How tf did he spin this into her having a superiority complex?
Wouldn't it be more natural to suspect that she's hanging out with you because your mom asked her to? They know each other and she came when your mom pushed you out of the house to get milk.
I've tried to understand the logic behind these types of characters and the logic behind the author's writing them. The only conclusion I could come to was these types of characters/people fitting into the shoes/roles imposed on them by their social environment, either directly or implicitly.
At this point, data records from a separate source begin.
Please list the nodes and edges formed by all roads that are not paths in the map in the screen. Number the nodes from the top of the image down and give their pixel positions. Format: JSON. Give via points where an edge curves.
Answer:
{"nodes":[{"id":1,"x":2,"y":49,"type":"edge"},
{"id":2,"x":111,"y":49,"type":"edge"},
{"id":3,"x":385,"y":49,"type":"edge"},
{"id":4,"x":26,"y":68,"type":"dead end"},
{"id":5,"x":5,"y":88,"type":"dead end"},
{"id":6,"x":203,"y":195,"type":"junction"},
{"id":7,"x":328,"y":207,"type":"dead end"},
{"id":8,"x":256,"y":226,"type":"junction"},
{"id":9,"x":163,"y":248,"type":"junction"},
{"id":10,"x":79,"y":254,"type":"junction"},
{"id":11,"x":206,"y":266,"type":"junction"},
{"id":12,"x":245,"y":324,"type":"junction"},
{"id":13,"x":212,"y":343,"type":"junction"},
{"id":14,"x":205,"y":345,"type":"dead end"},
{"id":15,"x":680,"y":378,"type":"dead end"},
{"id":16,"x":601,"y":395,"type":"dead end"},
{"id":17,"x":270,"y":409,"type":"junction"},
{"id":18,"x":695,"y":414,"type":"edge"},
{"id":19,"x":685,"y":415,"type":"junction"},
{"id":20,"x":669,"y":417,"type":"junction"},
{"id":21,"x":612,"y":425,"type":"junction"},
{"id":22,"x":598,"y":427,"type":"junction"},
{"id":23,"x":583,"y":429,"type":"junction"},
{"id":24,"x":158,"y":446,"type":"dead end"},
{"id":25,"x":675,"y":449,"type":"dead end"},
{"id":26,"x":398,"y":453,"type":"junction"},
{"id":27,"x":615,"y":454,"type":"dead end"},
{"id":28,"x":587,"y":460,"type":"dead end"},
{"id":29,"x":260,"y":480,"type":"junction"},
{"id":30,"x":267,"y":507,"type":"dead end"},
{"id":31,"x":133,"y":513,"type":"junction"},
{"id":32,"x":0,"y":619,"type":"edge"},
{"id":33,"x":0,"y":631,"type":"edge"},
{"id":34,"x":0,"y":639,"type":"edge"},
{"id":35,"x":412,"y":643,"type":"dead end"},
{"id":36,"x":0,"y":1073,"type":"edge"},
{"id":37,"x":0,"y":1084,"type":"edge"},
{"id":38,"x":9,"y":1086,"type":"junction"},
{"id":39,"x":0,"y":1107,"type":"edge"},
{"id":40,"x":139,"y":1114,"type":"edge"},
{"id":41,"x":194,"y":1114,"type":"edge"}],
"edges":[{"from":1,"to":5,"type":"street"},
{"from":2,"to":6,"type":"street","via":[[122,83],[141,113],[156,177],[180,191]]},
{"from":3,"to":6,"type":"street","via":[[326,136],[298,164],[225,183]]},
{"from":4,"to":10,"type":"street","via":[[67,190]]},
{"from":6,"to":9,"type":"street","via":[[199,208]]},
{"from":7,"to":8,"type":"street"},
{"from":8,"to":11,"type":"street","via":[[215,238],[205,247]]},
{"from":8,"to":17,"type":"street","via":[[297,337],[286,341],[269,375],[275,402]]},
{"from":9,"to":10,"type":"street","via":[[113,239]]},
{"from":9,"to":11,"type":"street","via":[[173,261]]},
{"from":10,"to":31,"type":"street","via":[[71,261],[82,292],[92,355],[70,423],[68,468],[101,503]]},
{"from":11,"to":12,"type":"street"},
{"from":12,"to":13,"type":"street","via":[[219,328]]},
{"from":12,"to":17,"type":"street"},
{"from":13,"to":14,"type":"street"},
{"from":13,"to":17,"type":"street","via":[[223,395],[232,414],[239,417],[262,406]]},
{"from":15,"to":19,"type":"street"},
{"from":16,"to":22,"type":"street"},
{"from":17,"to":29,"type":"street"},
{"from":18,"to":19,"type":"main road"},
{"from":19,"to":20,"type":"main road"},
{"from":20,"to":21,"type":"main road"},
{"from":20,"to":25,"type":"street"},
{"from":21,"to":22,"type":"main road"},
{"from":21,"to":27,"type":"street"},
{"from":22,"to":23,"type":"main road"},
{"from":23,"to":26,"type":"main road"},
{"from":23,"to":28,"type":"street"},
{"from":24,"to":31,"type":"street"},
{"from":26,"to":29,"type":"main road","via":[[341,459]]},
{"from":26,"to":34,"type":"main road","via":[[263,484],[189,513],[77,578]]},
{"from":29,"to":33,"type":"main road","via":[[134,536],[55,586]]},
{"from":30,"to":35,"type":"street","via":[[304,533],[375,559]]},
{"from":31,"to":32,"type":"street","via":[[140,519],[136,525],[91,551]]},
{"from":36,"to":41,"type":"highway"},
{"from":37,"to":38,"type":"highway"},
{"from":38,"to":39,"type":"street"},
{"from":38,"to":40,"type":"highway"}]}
For example, it is common for these loner types to have a background of being late to the entrance ceremony on the first day of school, which is an event where students build their cliques, and from how it apparently seems in Japan, it isn't easy to squeeze into an established group, despite it being easier to get kicked out of one. Not being part of a group, is essentially being a part of a group of "outcasts". Whether you have the personality to excuse yourself into a group is what determines if that's the pair of shoes you will be expected to wear for the rest of the school term, since that reputation will persist until graduation and extend past it if your future is connected to those with a shared history who might bring up the past.
I suppose the reason this character acts the way he does is as a defense-mechanism; instead of feeling rejected by the world, he rejects the world instead. He projects a superiority complex onto the FMC because he sees her as superior (her role) and himself as lesser (his role). This is the reality he imposes on himself as a result of his perspective shaped and marinated in his experiences from school. The defense-mechanism is at play when he frames it in a way that makes
her look bad. It is an effective way to protect himself from the negative thoughts and justifications that might come from isolation, but as we can see, it hasn't done him any favors.